------ DATA FOR THE TASK ------

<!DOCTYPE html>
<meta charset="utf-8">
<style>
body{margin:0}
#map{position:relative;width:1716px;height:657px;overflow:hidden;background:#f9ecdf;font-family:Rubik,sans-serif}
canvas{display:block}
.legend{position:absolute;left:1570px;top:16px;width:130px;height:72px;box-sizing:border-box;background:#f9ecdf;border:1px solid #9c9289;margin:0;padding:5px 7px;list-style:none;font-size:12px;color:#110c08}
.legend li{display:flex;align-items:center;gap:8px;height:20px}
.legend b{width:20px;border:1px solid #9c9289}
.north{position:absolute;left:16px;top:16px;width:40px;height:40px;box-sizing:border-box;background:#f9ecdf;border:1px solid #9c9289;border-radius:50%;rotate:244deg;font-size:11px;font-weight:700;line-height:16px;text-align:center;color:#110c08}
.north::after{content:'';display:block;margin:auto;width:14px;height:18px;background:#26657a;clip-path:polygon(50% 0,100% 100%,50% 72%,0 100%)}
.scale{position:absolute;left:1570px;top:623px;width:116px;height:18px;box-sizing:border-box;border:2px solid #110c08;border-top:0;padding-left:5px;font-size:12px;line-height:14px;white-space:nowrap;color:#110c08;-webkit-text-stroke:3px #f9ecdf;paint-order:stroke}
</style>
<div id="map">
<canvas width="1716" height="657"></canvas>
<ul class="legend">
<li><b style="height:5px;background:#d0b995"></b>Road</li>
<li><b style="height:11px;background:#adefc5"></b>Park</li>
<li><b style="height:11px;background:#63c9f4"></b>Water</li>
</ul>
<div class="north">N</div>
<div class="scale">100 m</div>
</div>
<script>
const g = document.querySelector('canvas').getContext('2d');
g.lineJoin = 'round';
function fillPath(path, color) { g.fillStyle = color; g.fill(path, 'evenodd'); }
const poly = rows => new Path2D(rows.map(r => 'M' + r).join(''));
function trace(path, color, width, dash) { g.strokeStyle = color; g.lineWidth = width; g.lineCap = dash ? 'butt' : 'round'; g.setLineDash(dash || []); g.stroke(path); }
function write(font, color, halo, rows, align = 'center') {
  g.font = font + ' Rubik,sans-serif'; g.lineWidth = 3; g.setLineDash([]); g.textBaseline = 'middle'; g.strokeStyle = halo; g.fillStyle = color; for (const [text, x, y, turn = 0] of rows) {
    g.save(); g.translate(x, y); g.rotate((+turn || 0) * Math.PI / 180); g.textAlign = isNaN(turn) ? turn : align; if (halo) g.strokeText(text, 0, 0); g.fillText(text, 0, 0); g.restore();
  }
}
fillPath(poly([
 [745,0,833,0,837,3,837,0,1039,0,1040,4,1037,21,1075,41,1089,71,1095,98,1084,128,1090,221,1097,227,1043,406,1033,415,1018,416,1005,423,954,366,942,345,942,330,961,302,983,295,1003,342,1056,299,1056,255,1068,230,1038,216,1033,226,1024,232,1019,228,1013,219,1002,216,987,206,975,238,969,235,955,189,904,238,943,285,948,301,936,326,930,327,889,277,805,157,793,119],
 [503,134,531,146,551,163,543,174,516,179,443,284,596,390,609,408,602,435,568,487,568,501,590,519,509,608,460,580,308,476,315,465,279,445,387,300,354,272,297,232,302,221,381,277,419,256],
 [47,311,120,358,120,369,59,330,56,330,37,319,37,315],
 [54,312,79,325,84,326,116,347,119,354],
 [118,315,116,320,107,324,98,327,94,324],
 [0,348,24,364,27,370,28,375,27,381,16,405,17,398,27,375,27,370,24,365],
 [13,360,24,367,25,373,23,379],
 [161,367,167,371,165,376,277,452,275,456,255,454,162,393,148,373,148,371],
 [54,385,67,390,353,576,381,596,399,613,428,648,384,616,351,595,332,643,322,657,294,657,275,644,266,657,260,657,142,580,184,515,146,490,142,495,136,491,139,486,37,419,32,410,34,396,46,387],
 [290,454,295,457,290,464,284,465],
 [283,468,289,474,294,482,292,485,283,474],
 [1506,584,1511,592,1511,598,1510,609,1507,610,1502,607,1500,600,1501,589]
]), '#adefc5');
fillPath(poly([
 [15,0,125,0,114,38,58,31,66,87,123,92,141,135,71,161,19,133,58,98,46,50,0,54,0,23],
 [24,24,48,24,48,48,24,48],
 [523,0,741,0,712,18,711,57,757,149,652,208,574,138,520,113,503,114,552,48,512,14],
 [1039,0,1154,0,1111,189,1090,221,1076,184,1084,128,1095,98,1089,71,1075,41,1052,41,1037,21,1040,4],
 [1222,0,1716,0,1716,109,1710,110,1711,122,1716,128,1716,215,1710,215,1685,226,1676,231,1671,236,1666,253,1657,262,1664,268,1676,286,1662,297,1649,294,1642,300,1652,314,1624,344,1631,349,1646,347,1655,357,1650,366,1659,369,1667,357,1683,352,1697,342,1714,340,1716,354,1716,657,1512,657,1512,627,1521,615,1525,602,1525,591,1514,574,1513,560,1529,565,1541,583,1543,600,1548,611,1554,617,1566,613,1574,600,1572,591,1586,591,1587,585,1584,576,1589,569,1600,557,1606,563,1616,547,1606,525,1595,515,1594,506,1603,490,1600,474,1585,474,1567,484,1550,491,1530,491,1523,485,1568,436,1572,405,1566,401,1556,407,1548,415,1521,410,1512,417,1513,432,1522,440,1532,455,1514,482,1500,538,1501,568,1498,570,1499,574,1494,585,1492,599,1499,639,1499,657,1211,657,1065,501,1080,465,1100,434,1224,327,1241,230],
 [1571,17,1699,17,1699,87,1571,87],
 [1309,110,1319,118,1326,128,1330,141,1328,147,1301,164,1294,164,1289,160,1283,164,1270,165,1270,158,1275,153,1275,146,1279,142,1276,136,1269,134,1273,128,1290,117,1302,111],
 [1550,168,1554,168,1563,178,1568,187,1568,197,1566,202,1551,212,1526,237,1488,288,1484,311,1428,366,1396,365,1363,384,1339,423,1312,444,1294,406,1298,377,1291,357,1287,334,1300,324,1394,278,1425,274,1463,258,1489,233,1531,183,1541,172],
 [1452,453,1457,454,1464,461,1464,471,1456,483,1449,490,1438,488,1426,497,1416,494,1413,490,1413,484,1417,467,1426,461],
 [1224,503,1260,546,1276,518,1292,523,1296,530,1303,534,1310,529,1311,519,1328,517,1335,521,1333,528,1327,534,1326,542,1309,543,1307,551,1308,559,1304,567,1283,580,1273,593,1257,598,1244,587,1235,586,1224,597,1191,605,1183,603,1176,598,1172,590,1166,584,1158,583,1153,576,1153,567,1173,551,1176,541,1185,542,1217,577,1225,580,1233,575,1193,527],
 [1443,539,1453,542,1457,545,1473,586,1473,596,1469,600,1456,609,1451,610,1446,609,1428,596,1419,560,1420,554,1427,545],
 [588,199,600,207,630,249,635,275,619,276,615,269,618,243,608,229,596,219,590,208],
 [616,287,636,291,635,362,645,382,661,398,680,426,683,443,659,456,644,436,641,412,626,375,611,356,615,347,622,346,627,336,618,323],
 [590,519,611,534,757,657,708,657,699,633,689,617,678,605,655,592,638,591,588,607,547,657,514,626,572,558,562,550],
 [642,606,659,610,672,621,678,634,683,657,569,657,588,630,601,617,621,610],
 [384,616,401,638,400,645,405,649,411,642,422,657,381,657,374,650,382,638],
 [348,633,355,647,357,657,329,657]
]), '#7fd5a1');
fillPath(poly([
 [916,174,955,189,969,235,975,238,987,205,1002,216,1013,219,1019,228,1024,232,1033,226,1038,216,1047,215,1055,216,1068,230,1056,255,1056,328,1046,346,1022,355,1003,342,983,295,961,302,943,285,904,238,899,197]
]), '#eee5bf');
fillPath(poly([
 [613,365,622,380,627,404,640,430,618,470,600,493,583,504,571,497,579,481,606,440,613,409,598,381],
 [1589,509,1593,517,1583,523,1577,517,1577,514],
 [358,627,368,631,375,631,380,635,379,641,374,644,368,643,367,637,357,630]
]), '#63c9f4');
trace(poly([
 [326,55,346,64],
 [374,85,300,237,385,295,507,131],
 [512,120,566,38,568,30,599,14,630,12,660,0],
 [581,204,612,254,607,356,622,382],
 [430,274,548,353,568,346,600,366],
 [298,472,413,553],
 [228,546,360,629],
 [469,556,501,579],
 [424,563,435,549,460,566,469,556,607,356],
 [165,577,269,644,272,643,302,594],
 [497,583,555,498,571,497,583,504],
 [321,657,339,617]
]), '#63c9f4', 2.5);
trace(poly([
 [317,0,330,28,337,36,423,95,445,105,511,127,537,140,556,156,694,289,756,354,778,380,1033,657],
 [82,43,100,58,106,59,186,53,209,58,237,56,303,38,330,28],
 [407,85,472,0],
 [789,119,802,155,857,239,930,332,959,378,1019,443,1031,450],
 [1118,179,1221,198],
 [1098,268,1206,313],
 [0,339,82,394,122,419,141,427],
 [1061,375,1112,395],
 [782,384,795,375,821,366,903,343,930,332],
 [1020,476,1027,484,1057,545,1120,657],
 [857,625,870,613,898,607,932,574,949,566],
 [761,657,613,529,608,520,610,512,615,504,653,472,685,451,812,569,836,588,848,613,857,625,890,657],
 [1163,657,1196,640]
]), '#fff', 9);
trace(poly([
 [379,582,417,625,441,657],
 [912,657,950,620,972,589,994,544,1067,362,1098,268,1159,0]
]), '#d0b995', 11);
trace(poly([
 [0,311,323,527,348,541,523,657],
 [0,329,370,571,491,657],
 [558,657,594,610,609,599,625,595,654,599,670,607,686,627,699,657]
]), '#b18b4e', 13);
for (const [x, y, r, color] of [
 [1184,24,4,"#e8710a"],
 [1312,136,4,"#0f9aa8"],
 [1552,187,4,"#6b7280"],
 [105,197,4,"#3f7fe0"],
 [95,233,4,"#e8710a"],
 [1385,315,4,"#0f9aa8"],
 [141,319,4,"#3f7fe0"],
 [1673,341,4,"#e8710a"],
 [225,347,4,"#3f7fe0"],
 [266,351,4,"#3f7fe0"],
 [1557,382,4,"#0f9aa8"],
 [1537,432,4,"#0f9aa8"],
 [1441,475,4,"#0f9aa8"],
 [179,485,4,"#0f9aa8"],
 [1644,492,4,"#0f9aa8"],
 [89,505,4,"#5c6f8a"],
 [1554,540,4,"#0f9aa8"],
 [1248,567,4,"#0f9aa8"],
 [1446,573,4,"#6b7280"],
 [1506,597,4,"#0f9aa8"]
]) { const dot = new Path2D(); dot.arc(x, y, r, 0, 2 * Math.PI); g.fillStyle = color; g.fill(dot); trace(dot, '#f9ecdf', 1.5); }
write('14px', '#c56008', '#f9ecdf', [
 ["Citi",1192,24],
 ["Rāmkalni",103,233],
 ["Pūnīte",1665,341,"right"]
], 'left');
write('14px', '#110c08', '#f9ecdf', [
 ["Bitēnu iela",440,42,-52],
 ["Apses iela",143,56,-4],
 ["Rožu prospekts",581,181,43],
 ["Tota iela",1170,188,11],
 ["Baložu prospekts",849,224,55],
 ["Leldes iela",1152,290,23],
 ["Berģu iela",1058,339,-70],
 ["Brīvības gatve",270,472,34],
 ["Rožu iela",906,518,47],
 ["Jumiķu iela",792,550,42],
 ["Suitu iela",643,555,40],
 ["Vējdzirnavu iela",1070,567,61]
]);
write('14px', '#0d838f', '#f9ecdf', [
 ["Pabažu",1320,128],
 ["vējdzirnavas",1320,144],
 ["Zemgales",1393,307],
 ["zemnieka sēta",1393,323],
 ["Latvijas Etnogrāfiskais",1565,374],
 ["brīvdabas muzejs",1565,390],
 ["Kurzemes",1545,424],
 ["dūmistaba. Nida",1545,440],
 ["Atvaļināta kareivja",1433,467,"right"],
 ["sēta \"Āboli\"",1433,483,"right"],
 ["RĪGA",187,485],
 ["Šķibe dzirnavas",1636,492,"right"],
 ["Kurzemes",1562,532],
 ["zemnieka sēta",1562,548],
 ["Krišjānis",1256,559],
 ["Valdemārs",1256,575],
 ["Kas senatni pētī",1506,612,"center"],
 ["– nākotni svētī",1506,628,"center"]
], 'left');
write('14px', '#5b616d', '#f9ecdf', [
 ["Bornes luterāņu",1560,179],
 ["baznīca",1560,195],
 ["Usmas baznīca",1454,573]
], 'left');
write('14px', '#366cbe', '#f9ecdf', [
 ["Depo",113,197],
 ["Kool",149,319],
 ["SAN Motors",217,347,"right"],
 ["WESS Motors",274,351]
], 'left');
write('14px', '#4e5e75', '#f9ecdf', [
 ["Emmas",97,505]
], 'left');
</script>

------

▸ **REQUIRED WORK**: The lines of the records that contain the string "rows" should be located and copied.

▸ **RESULT FOR THIS TASK**:
const poly = rows => new Path2D(rows.map(r => 'M' + r).join(''));
function write(font, color, halo, rows, align = 'center') {
  g.font = font + ' Rubik,sans-serif'; g.lineWidth = 3; g.setLineDash([]); g.textBaseline = 'middle'; g.strokeStyle = halo; g.fillStyle = color; for (const [text, x, y, turn = 0] of rows) {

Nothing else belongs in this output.